Cancer Res., 57: 3032-3039, 1997). Here we demonstrate that Hs294T
melanoma cells have elevated basal
IkappaB kinase (IKK) activity relative to RPE cells, causing an increased constitutive
IkappaB-alpha phosphorylation and degradation. We also show here that the resultant elevated nuclear
NF-kappaB (p50/p65) in these cells is responsible for the increased basal transcription of MGSA/GRO-alpha. Pretreatment of Hs294T or RPE cells with
proteasome inhibitors MG115 or
MG132 captures the slower migrating, constitutively phosphorylated form of
IkappaB-alpha in Hs294T
melanoma cells, but not in RPE cells. In addition, a phospho-specific antibody that specifically recognizes the inhibitory form of IkappaB that is phosphorylated at Ser-32 reacted with
IkappaB-alpha in Hs294T cell, but not in unstimulated RPE cells. Although the basal level of
protein expression of
IKK-alpha or
IKK-beta are the same in both Hs294T and RPE cells, immunoprecipitation with
IKK-alpha antibody combined with activity assay reveal a constitutively active IKK complex in Hs294T
melanoma cells.

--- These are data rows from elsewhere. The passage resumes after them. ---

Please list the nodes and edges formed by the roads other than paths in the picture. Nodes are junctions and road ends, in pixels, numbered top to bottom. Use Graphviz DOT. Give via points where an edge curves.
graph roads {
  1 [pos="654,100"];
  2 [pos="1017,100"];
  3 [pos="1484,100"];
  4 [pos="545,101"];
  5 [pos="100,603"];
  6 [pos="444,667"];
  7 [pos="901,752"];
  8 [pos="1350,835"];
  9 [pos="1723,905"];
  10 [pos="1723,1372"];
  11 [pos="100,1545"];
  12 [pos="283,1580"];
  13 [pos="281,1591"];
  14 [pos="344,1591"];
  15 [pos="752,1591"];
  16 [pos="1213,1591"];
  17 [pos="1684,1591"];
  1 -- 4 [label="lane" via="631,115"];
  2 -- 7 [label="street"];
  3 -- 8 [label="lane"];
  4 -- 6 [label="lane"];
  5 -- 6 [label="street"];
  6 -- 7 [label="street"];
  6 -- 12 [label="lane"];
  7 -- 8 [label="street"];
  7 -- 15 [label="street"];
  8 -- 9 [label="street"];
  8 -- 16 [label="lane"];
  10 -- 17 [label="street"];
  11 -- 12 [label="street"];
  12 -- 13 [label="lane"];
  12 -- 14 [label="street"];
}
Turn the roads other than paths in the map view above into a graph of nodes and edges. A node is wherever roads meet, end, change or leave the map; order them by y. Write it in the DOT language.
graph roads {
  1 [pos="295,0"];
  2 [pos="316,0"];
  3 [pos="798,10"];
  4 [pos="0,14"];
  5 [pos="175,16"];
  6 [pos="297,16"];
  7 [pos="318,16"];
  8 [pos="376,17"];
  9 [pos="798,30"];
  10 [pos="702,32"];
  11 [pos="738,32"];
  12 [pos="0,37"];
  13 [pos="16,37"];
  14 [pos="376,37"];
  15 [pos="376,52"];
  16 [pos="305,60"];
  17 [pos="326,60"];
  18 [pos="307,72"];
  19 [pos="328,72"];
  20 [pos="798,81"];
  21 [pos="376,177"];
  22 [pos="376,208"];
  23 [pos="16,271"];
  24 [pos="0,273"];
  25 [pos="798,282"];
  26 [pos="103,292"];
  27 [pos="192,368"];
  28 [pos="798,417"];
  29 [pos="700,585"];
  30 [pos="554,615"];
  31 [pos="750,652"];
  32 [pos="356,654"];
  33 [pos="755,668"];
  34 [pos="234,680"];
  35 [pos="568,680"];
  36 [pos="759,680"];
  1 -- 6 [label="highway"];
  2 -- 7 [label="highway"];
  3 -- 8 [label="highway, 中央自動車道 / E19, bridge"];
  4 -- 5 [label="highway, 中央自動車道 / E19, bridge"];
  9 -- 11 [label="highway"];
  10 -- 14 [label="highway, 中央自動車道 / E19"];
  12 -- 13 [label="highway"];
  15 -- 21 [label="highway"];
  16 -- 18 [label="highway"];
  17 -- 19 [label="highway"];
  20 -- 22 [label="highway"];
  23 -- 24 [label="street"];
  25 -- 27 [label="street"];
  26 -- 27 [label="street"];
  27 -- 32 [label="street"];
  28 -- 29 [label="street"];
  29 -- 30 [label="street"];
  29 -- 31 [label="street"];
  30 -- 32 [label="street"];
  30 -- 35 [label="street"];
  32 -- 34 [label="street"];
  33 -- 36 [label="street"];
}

Cotransfection of a 350-bp MGSA/GRO-alpha promoter-
luciferase reporter construct with either the dominant negative
IKK-alpha or the repressors of
NF-kappaB, the
IkappaB-alpha wild type or mutants lacking the inducible phosphorylation sites, demonstrates that the increased basal MGSA/GRO-alpha transcription in the Hs294T cells is due to the enhanced nuclear activation of
NF-kappaB.